##### Extracted information #####

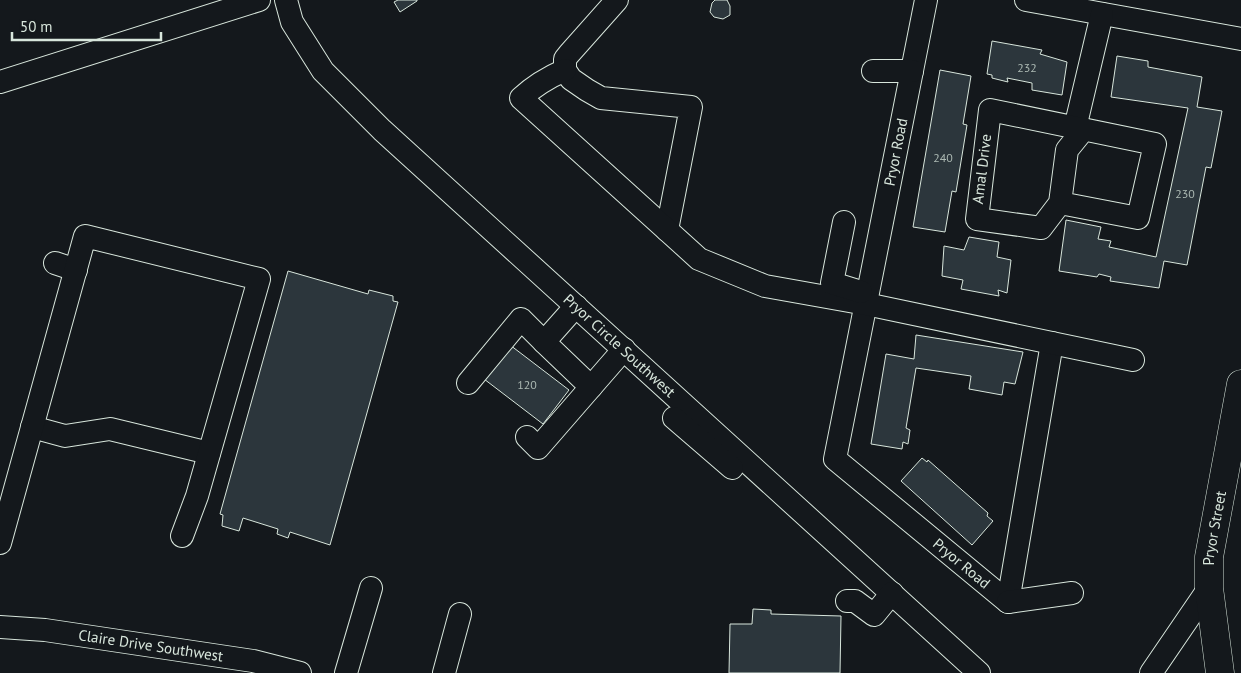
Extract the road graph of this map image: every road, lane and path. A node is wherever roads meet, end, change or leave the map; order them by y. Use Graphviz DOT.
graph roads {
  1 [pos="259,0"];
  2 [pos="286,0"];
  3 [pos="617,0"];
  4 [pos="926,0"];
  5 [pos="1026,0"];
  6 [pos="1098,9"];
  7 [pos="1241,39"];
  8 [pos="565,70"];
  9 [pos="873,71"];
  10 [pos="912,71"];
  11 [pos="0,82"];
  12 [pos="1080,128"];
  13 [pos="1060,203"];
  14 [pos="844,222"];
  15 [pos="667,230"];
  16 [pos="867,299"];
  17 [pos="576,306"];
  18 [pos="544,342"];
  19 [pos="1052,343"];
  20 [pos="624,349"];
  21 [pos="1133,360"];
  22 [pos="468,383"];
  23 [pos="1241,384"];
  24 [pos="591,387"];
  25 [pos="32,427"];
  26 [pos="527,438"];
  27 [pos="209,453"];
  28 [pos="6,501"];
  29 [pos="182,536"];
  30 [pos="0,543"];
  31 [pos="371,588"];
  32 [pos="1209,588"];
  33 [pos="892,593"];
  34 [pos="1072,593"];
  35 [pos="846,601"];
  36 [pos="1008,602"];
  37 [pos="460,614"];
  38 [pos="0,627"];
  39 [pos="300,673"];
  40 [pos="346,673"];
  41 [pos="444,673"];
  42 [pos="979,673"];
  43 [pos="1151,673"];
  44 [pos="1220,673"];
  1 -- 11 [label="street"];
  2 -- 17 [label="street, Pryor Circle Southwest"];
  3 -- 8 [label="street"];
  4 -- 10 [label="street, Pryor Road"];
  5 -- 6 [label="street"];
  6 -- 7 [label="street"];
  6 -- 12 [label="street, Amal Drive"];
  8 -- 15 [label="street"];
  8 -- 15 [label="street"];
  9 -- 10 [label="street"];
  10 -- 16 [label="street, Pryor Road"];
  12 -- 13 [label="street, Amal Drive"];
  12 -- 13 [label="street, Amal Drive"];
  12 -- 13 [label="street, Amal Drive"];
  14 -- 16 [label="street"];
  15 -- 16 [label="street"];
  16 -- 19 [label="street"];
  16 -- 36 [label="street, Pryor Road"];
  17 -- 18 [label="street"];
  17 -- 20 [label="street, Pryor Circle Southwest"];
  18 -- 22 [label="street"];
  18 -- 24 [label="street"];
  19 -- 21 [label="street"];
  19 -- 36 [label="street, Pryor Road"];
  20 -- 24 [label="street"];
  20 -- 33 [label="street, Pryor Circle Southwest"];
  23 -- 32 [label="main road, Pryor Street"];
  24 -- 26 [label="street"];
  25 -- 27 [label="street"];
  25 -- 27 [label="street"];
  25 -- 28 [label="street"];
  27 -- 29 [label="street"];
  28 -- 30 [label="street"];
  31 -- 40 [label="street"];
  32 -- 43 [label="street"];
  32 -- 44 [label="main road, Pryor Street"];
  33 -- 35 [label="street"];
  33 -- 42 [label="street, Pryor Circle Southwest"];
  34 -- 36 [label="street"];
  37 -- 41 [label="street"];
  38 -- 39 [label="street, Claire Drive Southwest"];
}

#####

* **Task to carry out**
Output the data above in full and exactly, with every image left out.

* **Answer space**
Extract the road graph of this map image: every road, lane and path. A node is wherever roads meet, end, change or leave the map; order them by y. Use Graphviz DOT.
graph roads {
  1 [pos="259,0"];
  2 [pos="286,0"];
  3 [pos="617,0"];
  4 [pos="926,0"];
  5 [pos="1026,0"];
  6 [pos="1098,9"];
  7 [pos="1241,39"];
  8 [pos="565,70"];
  9 [pos="873,71"];
  10 [pos="912,71"];
  11 [pos="0,82"];
  12 [pos="1080,128"];
  13 [pos="1060,203"];
  14 [pos="844,222"];
  15 [pos="667,230"];
  16 [pos="867,299"];
  17 [pos="576,306"];
  18 [pos="544,342"];
  19 [pos="1052,343"];
  20 [pos="624,349"];
  21 [pos="1133,360"];
  22 [pos="468,383"];
  23 [pos="1241,384"];
  24 [pos="591,387"];
  25 [pos="32,427"];
  26 [pos="527,438"];
  27 [pos="209,453"];
  28 [pos="6,501"];
  29 [pos="182,536"];
  30 [pos="0,543"];
  31 [pos="371,588"];
  32 [pos="1209,588"];
  33 [pos="892,593"];
  34 [pos="1072,593"];
  35 [pos="846,601"];
  36 [pos="1008,602"];
  37 [pos="460,614"];
  38 [pos="0,627"];
  39 [pos="300,673"];
  40 [pos="346,673"];
  41 [pos="444,673"];
  42 [pos="979,673"];
  43 [pos="1151,673"];
  44 [pos="1220,673"];
  1 -- 11 [label="street"];
  2 -- 17 [label="street, Pryor Circle Southwest"];
  3 -- 8 [label="street"];
  4 -- 10 [label="street, Pryor Road"];
  5 -- 6 [label="street"];
  6 -- 7 [label="street"];
  6 -- 12 [label="street, Amal Drive"];
  8 -- 15 [label="street"];
  8 -- 15 [label="street"];
  9 -- 10 [label="street"];
  10 -- 16 [label="street, Pryor Road"];
  12 -- 13 [label="street, Amal Drive"];
  12 -- 13 [label="street, Amal Drive"];
  12 -- 13 [label="street, Amal Drive"];
  14 -- 16 [label="street"];
  15 -- 16 [label="street"];
  16 -- 19 [label="street"];
  16 -- 36 [label="street, Pryor Road"];
  17 -- 18 [label="street"];
  17 -- 20 [label="street, Pryor Circle Southwest"];
  18 -- 22 [label="street"];
  18 -- 24 [label="street"];
  19 -- 21 [label="street"];
  19 -- 36 [label="street, Pryor Road"];
  20 -- 24 [label="street"];
  20 -- 33 [label="street, Pryor Circle Southwest"];
  23 -- 32 [label="main road, Pryor Street"];
  24 -- 26 [label="street"];
  25 -- 27 [label="street"];
  25 -- 27 [label="street"];
  25 -- 28 [label="street"];
  27 -- 29 [label="street"];
  28 -- 30 [label="street"];
  31 -- 40 [label="street"];
  32 -- 43 [label="street"];
  32 -- 44 [label="main road, Pryor Street"];
  33 -- 35 [label="street"];
  33 -- 42 [label="street, Pryor Circle Southwest"];
  34 -- 36 [label="street"];
  37 -- 41 [label="street"];
  38 -- 39 [label="street, Claire Drive Southwest"];
}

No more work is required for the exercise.